Guthrie: So satisfaction is there, but it’s deeper than simply, “What’s gonna satisfy me?”
Sach: Yeah.
Guthrie: It’s life itself.
Sach: Exactly. And he keeps saying…we were talking earlier about the repetition principle, he keeps saying this, “So whoever believes,” verse 47, “whoever believes has eternal life. I am the bread of life. Your fathers ate the manna in the wilderness and they died. This is the bread that comes down from heaven so that one may eat of it and not die. I am the living bread. If anyone eats this bread, he will live forever. The bread I will give for the life of the world.” I mean, almost every verse, life, life, life.
Guthrie: This is a life and death matter, not just merely preference, or feeling good?
Sach: Right.
Guthrie: Yeah, but then he says something that they just absolutely can’t take it anymore. In verse 53, Jesus said to them, “Truly, truly I say to you, unless you eat the flesh of the Son of Man and drink his blood, you have no life in you. Whoever feeds on my flesh and drinks my blood, has eternal life and I will raise him on the last day for my flesh is true food, and my blood is true drink. Whoever feeds on my flesh and drinks my blood abides in Me and I am.”

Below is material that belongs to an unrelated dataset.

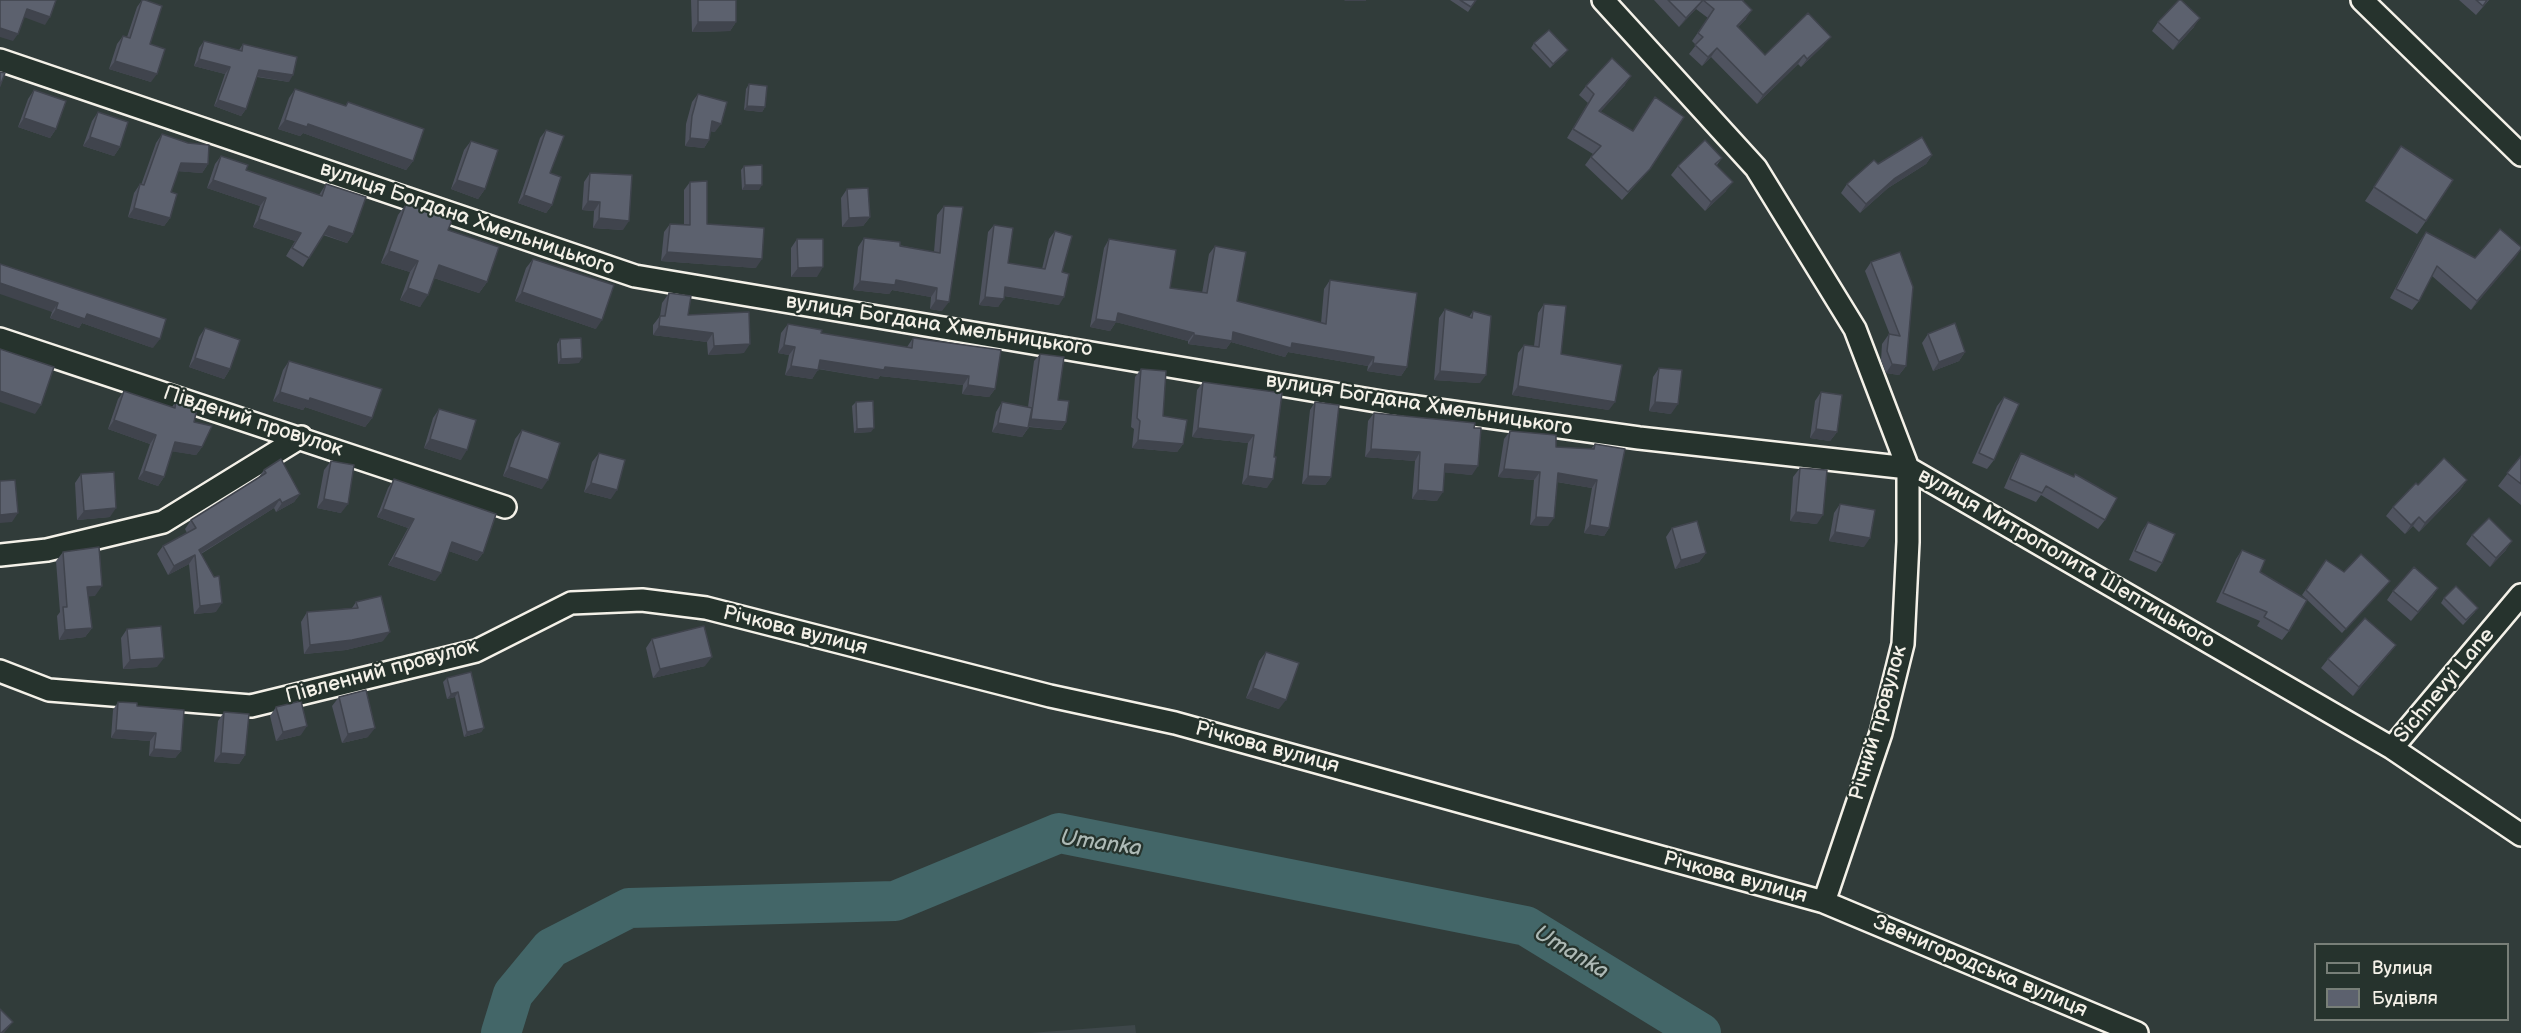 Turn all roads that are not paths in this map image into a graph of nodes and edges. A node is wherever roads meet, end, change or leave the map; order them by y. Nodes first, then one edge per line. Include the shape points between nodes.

Sach: And this has confused people because the Roman Catholic Church has this doctrine that the bread and wine at the Lord’s Supper becomes, by transubstantiation, the body and blood of Jesus, and this is the sort of passage they would use to justify that. But it’s really not what Jesus means at all. This isn’t the Last Supper. This is Jesus using the imagery of the Passover, the rescue, and, yeah, the Exodus. And later, he’ll go on to say that he is the lamb who dies so that the people can live. He’s the substitute sacrifice. So he has to give his flesh for our life. He means, I have to give up my life in sacrifice so that we can have life.
Guthrie: So it’s a sense of…
Sach: He’s not talking about the Lord’s Supper, he’s talking about his work onto us.
Guthrie: Feeding on his atoning death as our way to have life.
Sach: Right. Yeah.
Guthrie: That might be one way where we go wrong in the bread of life to make it simply about satisfying desires, or to make it about the Lord’s Supper, it sounds like. Are there some other ways to go in the ditch on this particular statement?
Sach: I think the clue is to go bigger, life, life, life.
Guthrie: Life, life, life.
Sach: And to go older. So we’re in the whole Bible story. So rather than we just we drop into Jesus life at an episode when he’s up north in Israel, we take this in its place in a salvation plan that’s worked out for more than 1,000 years. And even, you asked the question, why did God send the people to Egypt under Joseph so that they would need to be rescued by Moses? If God is in charge of history, why give him the extra stage, you know? And then you get the New Testament and you discover everything that happened with Moses and that whole generation, and the time of the Pharaoh and the rescue, was God putting in place a preview of the rescue of Jesus.
So one of the reasons why, as you say, you can’t fully understand the New Testament without the Old, and it won’t be we read this and we recognize all of the themes. So this was the great rescue. This was from slavery to sonship. This was the thing that defined the people of God. This is the tyranny that we couldn’t break free from just as Israel wasn’t free to walk out of Pharaoh’s Egypt, so we’re not free to walk out of the slavery of sin Jesus will go on to say. So all of these ideas are already there in the Exodus and then we read John 6 and think, “This is the one. He is the one. He’s bringing the great rescue, the Exodus 2.0.”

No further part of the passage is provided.